If you stumble into a stack overflow you are left at address 0, apparently without any chance to run the application again.
This is because the code has to clear the stack overflow/underflow condition, but this is prevented by the debugger that is halted because of such condition. At the same time this is a very clear sign that the stack messed-up. The confirmation for stack over/underflow may be obtained by a look at the STKPTR register (search for it in the View/Special Register File window). If STKPTR has bit 7 or 6 set then the stack exploded.
To run the program, unless you want to re-program the chip, you simply change the STKPTR register value to 0x01.

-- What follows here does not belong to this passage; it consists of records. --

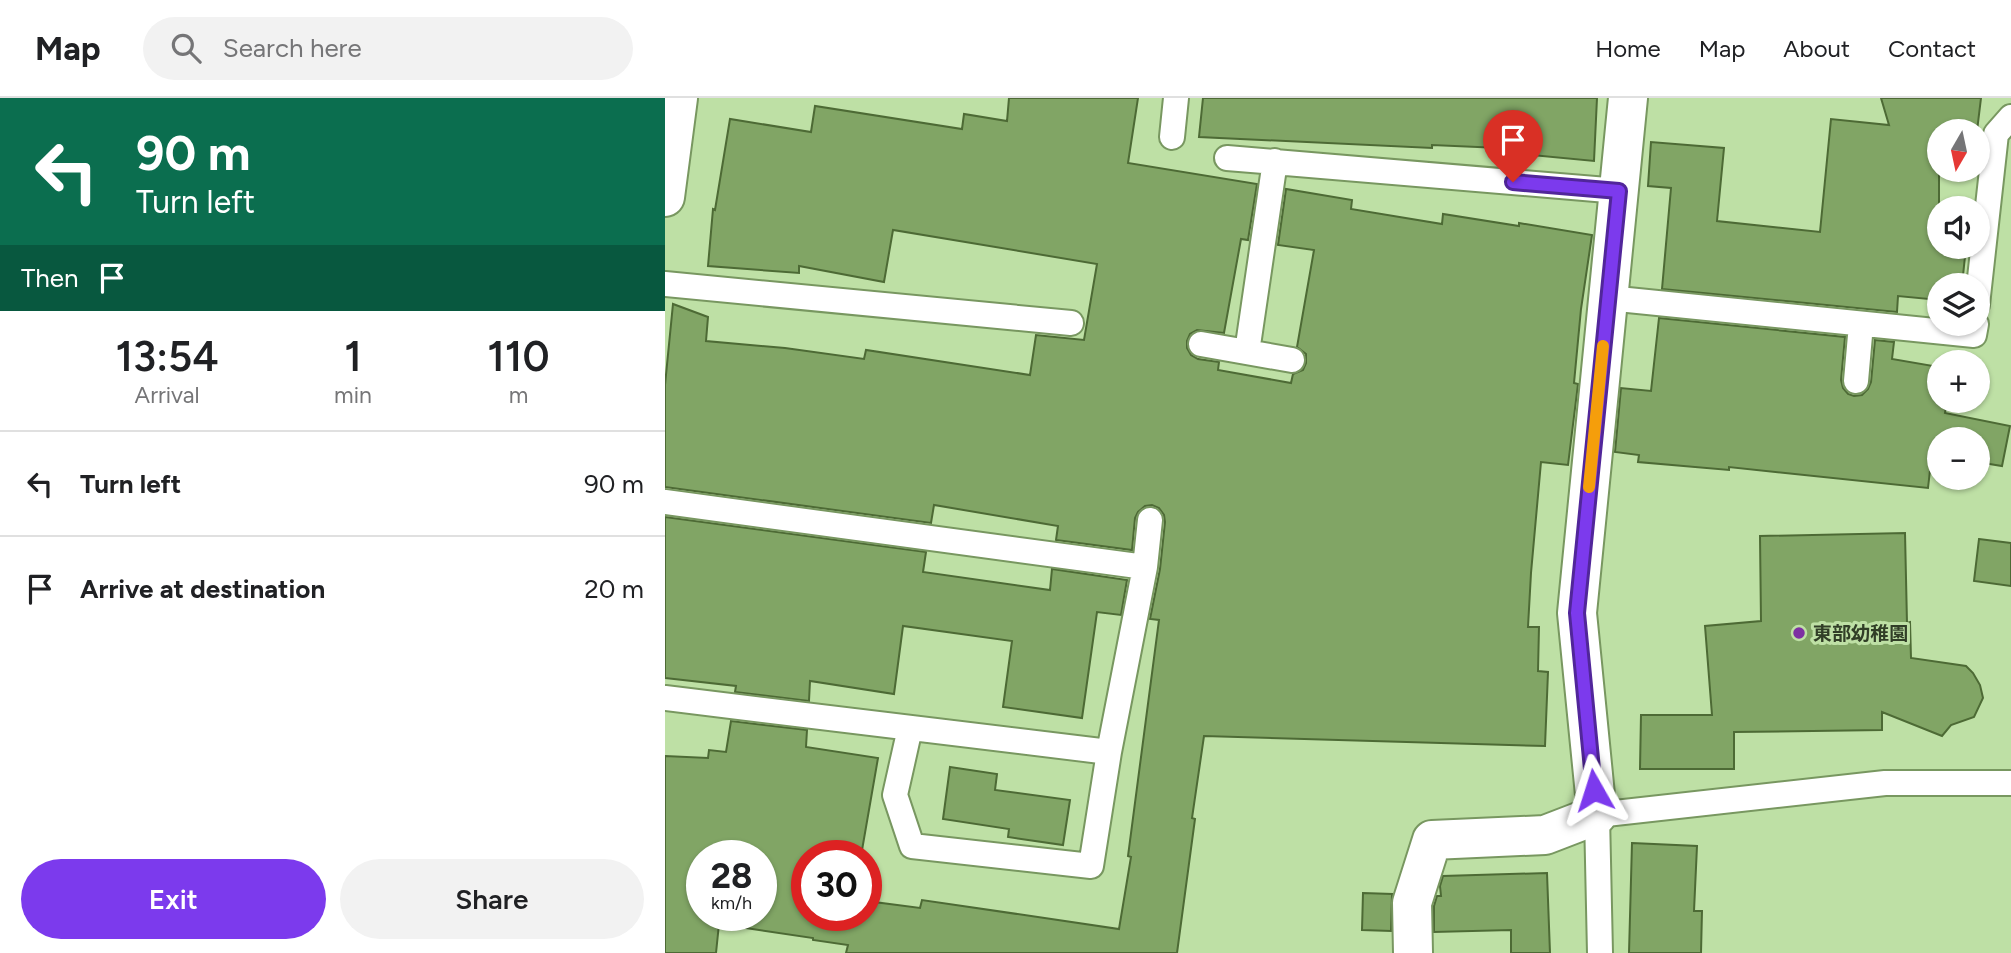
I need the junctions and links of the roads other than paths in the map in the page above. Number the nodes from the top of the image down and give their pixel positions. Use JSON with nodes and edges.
{"nodes":[{"id":1,"x":678,"y":98,"type":"edge"},
{"id":2,"x":1176,"y":98,"type":"edge"},
{"id":3,"x":1628,"y":98,"type":"edge"},
{"id":4,"x":2011,"y":117,"type":"edge"},
{"id":5,"x":1172,"y":137,"type":"dead end"},
{"id":6,"x":1227,"y":158,"type":"dead end"},
{"id":7,"x":1275,"y":161,"type":"junction"},
{"id":8,"x":1619,"y":191,"type":"junction"},
{"id":9,"x":665,"y":197,"type":"edge"},
{"id":10,"x":1981,"y":273,"type":"edge"},
{"id":11,"x":665,"y":284,"type":"edge"},
{"id":12,"x":1608,"y":299,"type":"junction"},
{"id":13,"x":1071,"y":323,"type":"dead end"},
{"id":14,"x":1861,"y":324,"type":"junction"},
{"id":15,"x":1927,"y":330,"type":"edge"},
{"id":16,"x":1201,"y":344,"type":"dead end"},
{"id":17,"x":1247,"y":352,"type":"junction"},
{"id":18,"x":1292,"y":360,"type":"dead end"},
{"id":19,"x":1856,"y":381,"type":"dead end"},
{"id":20,"x":665,"y":502,"type":"edge"},
{"id":21,"x":1150,"y":520,"type":"dead end"},
{"id":22,"x":1145,"y":567,"type":"junction"},
{"id":23,"x":665,"y":698,"type":"edge"},
{"id":24,"x":910,"y":728,"type":"junction"},
{"id":25,"x":1109,"y":752,"type":"junction"},
{"id":26,"x":2011,"y":783,"type":"edge"},
{"id":27,"x":1597,"y":815,"type":"junction"},
{"id":28,"x":1413,"y":953,"type":"edge"},
{"id":29,"x":1600,"y":953,"type":"edge"}],
"edges":[{"from":1,"to":9,"type":"street"},
{"from":2,"to":5,"type":"lane"},
{"from":3,"to":8,"type":"street"},
{"from":4,"to":10,"type":"lane"},
{"from":6,"to":7,"type":"lane"},
{"from":7,"to":8,"type":"lane"},
{"from":7,"to":17,"type":"lane"},
{"from":8,"to":12,"type":"street"},
{"from":11,"to":13,"type":"lane"},
{"from":12,"to":14,"type":"lane"},
{"from":12,"to":27,"type":"street"},
{"from":14,"to":15,"type":"lane"},
{"from":14,"to":19,"type":"lane"},
{"from":16,"to":17,"type":"lane"},
{"from":17,"to":18,"type":"lane"},
{"from":20,"to":22,"type":"lane"},
{"from":21,"to":22,"type":"lane"},
{"from":22,"to":25,"type":"lane"},
{"from":23,"to":24,"type":"lane"},
{"from":24,"to":25,"type":"lane"},
{"from":24,"to":25,"type":"lane"},
{"from":26,"to":27,"type":"lane"},
{"from":27,"to":28,"type":"street"},
{"from":27,"to":29,"type":"lane"}]}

If you are looking for ram or data memory bear in mind that it is called “File Registers”. While “Program Memory” is the flash memory. Unfortunately program memory can be displayed only word by word (2 bytes) (and, confusingly enough, in little endian format). Conversely ram can be display only byte by byte.
The other serious limitation is that program memory located variables are not displayed neither in the watch window nor in the local variable window. Your only chance is to note down the address of the variable and look its memory content up in the memory dump window.
The feature I miss most is the stack view with the run-to-return debugging option. You cannot peek neither at the hardware stack (return stack) nor at the software stack.
You will find plenty of options that are not disabled when they should be, for example you can always select the stack analysis report, but it works only when the extended mode is selected (and when you don’t employ function pointers which is quite a constraint). Hardware stack is always displayed as filled by zero, and I haven’t found (yet) the conditions under which it reports something meaningful.
MPLAB is so clumsy when compared to any modern IDE (Eclipse, Netbeans, Visual Studio) that you may find yourself more comfortable to develop and maintain the code with one of those IDE and then to resort to MPLAB only for building the firmware and debugging it.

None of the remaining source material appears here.